Problem statement:
Pull each line with the string "Laliberté" from the entries.

Dataset entries:
▽

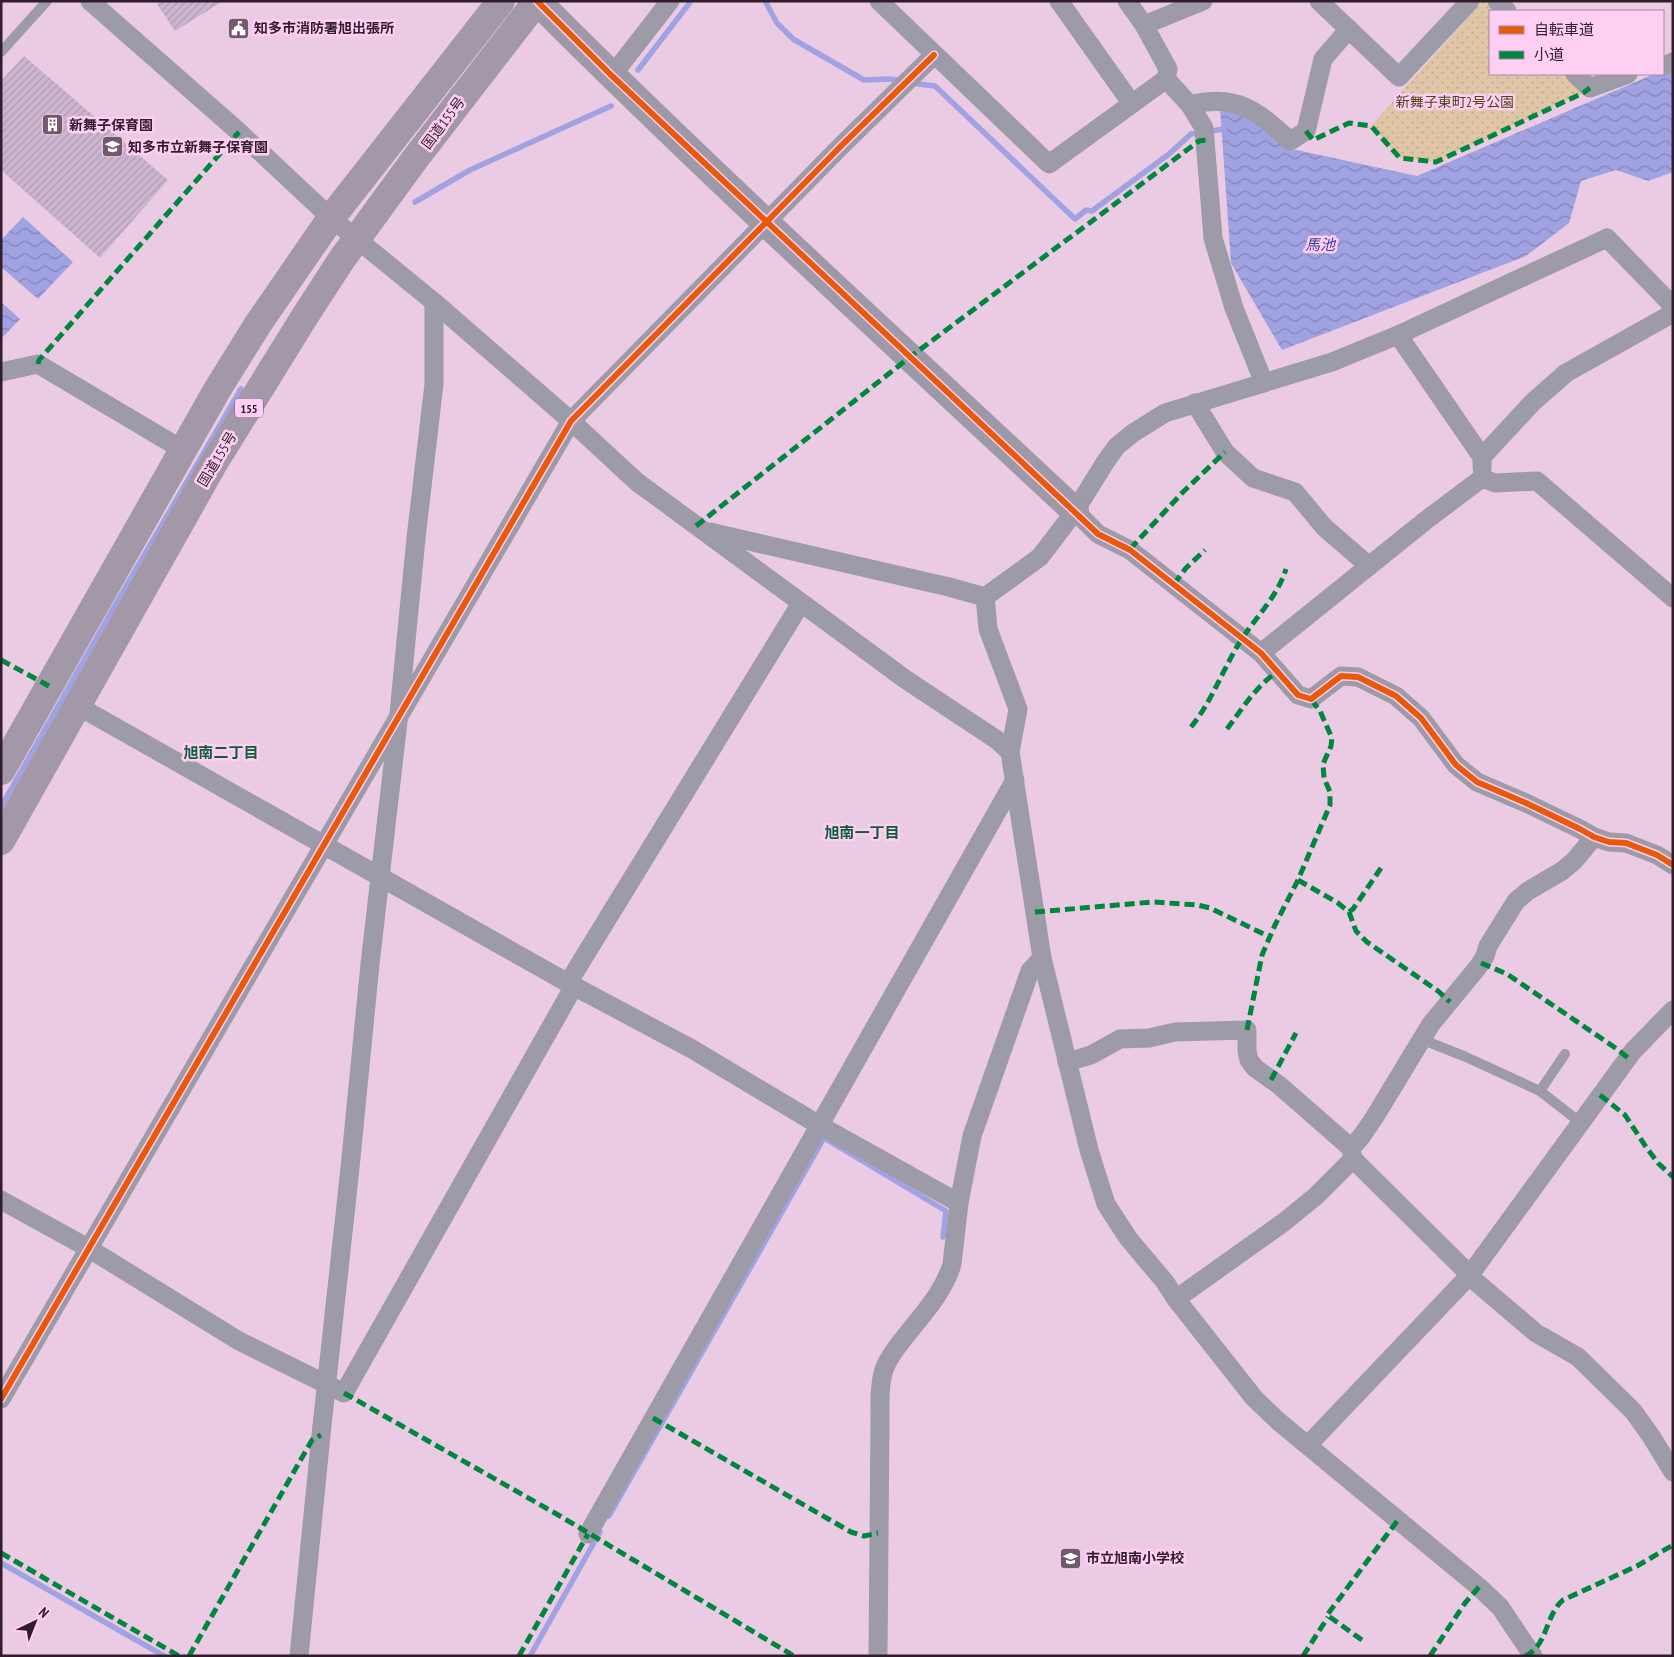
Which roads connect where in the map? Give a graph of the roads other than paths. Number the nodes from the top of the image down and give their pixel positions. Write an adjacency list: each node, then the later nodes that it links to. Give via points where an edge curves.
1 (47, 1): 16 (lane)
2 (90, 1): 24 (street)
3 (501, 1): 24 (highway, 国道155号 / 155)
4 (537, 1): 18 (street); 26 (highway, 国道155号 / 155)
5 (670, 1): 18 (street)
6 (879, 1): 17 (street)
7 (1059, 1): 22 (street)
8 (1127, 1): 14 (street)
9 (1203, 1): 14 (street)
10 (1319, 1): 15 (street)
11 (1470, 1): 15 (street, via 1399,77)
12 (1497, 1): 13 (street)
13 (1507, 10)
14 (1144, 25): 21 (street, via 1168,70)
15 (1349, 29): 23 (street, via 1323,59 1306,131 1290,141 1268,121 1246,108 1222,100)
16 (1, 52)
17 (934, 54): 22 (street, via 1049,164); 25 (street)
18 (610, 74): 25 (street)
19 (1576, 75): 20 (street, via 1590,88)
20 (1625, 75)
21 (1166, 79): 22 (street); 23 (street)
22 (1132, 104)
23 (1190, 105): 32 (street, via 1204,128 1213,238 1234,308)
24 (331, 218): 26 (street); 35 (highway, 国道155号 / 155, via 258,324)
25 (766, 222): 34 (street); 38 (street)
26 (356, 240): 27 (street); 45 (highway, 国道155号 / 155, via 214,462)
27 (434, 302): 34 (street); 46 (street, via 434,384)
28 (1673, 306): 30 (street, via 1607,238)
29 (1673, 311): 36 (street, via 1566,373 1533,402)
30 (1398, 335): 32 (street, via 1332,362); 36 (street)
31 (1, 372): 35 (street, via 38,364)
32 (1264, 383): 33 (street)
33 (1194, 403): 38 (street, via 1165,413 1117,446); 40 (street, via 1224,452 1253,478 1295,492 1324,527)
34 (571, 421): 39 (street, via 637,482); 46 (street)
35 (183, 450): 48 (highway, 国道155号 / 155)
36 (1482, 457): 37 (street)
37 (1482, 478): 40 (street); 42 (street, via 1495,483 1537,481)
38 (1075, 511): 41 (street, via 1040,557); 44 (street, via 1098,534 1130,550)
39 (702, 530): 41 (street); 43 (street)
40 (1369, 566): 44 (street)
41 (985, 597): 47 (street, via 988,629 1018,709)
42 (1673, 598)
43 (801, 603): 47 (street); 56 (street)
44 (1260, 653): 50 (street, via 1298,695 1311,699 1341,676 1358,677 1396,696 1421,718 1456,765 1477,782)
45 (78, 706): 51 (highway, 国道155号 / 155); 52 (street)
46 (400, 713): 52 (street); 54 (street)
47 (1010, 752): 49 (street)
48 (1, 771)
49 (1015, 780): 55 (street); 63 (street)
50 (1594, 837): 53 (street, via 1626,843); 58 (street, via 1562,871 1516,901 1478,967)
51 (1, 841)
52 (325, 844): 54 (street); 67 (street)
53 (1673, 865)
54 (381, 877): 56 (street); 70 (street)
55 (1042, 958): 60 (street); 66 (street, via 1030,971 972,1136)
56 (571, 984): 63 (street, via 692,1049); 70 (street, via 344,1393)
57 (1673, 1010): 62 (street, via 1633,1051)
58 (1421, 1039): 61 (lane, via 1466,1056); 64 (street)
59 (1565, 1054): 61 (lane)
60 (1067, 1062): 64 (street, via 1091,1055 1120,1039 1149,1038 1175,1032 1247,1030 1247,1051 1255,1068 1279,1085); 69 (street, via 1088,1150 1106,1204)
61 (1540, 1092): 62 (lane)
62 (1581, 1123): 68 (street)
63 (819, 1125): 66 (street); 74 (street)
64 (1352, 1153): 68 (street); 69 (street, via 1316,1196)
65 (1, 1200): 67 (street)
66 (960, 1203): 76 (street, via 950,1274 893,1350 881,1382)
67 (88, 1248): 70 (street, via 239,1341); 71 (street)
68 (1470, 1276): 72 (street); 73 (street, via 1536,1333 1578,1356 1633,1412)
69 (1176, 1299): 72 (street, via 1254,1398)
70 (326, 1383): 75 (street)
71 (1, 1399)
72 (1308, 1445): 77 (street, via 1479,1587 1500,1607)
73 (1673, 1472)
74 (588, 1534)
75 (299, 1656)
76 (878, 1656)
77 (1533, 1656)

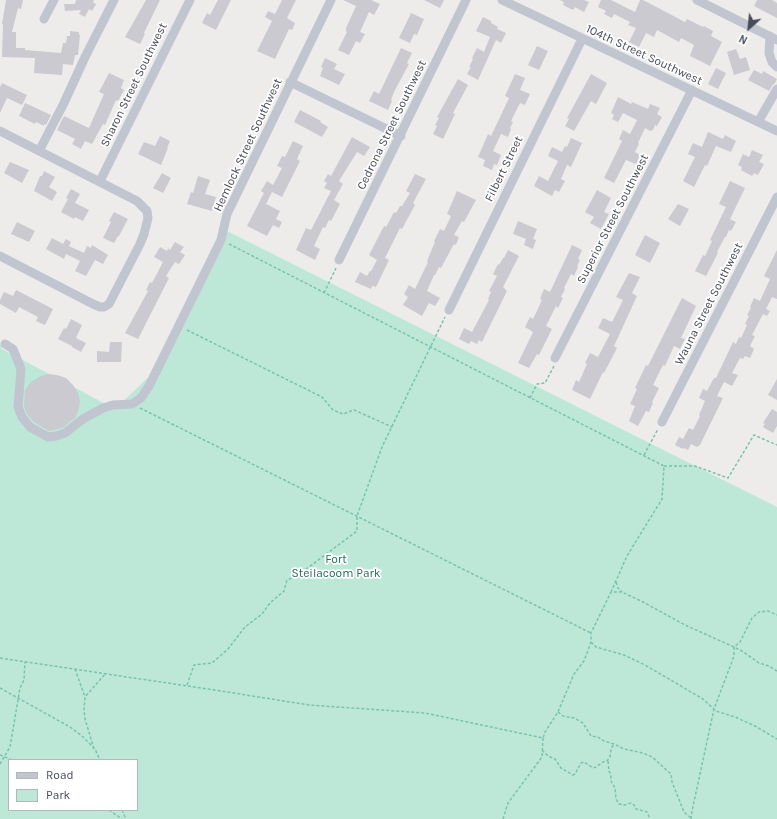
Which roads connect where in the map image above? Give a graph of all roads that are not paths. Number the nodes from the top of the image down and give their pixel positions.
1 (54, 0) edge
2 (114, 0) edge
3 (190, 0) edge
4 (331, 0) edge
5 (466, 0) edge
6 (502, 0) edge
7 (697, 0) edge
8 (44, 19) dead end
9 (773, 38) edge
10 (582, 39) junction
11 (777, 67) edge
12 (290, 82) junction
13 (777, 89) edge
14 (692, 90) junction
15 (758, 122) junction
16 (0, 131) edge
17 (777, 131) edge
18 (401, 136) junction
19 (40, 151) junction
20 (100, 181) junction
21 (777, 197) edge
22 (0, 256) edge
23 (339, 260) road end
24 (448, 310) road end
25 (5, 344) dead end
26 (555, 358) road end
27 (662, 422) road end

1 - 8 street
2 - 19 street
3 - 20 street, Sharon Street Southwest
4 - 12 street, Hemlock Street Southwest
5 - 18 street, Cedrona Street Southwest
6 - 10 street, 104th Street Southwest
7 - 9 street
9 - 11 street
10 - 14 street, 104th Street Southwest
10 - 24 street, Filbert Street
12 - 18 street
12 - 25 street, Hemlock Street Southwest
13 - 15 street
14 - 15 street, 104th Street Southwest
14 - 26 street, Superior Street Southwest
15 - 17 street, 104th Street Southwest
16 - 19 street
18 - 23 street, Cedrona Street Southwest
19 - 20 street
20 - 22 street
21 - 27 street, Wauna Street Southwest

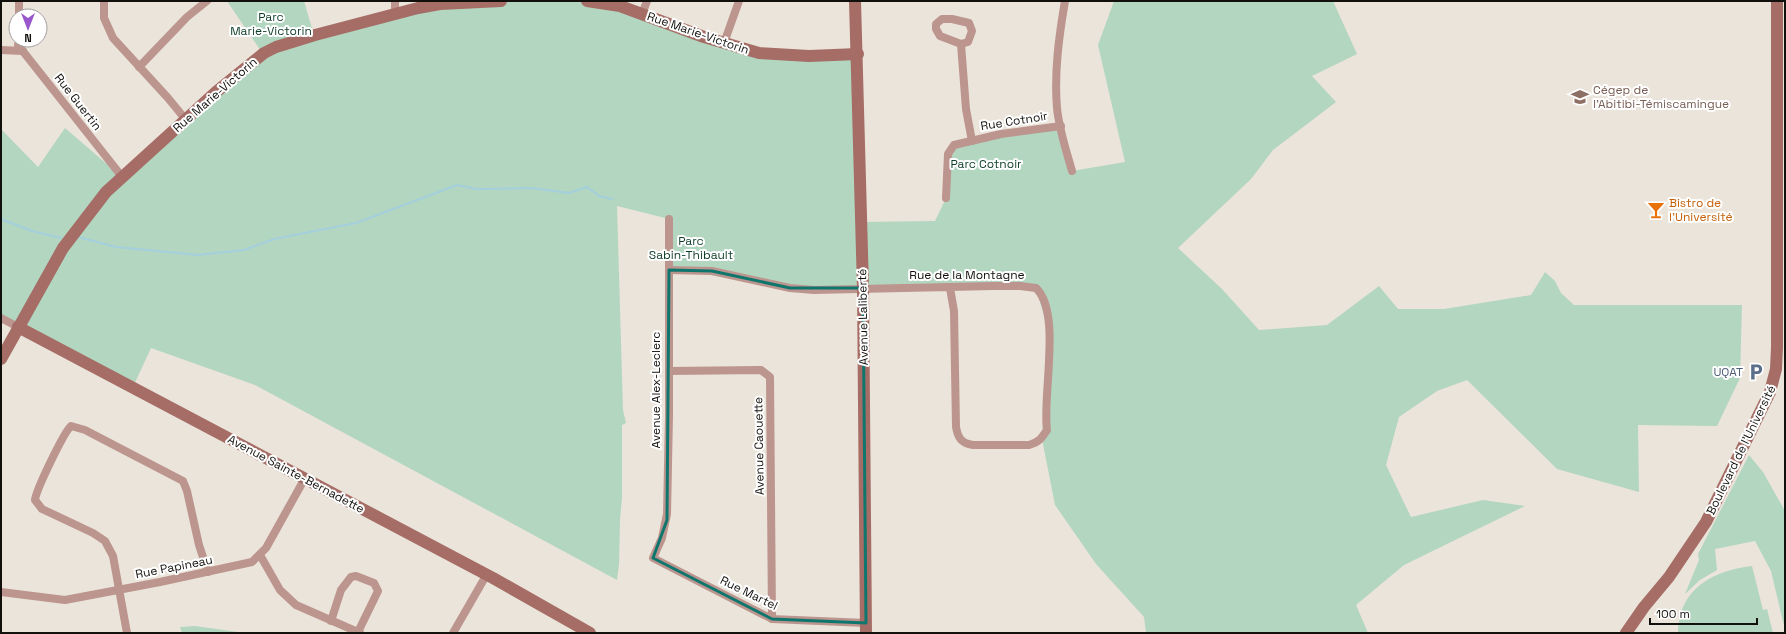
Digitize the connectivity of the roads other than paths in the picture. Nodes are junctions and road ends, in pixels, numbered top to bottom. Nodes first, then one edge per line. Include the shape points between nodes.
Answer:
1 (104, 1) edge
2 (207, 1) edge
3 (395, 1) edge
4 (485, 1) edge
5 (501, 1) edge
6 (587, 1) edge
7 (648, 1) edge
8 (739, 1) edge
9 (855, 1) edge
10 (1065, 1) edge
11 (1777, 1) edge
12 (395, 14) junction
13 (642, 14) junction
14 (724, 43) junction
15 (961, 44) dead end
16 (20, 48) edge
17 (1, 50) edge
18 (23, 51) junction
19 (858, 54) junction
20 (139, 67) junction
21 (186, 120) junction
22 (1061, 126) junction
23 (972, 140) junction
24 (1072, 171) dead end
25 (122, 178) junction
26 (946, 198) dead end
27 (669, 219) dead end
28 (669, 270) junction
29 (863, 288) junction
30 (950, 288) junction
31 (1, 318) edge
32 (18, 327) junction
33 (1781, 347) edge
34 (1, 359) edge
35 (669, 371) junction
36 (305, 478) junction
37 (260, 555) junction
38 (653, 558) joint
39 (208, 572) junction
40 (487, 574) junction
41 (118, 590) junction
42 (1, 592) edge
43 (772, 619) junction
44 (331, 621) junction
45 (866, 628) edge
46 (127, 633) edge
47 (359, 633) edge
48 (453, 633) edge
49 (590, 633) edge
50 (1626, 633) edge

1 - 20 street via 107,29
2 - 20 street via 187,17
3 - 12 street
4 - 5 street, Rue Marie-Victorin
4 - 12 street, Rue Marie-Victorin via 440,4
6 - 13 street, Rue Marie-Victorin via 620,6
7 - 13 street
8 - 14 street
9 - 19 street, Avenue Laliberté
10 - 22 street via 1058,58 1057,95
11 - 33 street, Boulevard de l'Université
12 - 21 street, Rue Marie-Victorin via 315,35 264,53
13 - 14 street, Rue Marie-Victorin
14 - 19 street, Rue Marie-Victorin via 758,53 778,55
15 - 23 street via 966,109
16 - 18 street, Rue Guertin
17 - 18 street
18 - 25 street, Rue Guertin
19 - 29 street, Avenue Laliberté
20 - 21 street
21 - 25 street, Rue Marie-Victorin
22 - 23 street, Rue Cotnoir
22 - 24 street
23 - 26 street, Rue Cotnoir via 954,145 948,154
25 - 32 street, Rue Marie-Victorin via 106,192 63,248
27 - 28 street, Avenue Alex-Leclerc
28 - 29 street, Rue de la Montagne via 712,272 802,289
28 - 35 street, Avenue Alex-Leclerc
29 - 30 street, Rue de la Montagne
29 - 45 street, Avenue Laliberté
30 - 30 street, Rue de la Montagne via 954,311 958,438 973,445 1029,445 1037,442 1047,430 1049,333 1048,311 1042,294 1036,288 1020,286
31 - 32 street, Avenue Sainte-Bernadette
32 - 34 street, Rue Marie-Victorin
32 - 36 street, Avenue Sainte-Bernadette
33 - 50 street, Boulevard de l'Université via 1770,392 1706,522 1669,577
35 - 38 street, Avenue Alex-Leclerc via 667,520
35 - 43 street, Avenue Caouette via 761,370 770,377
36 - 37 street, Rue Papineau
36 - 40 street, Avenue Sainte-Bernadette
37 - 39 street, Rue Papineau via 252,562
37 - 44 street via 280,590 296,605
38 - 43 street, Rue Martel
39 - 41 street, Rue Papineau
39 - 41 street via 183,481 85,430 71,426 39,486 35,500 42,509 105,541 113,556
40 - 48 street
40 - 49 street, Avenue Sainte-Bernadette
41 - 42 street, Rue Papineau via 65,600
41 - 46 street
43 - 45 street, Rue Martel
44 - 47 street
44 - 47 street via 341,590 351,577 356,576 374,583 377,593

△

Task solution:
9 - 19 street, Avenue Laliberté
19 - 29 street, Avenue Laliberté
29 - 45 street, Avenue Laliberté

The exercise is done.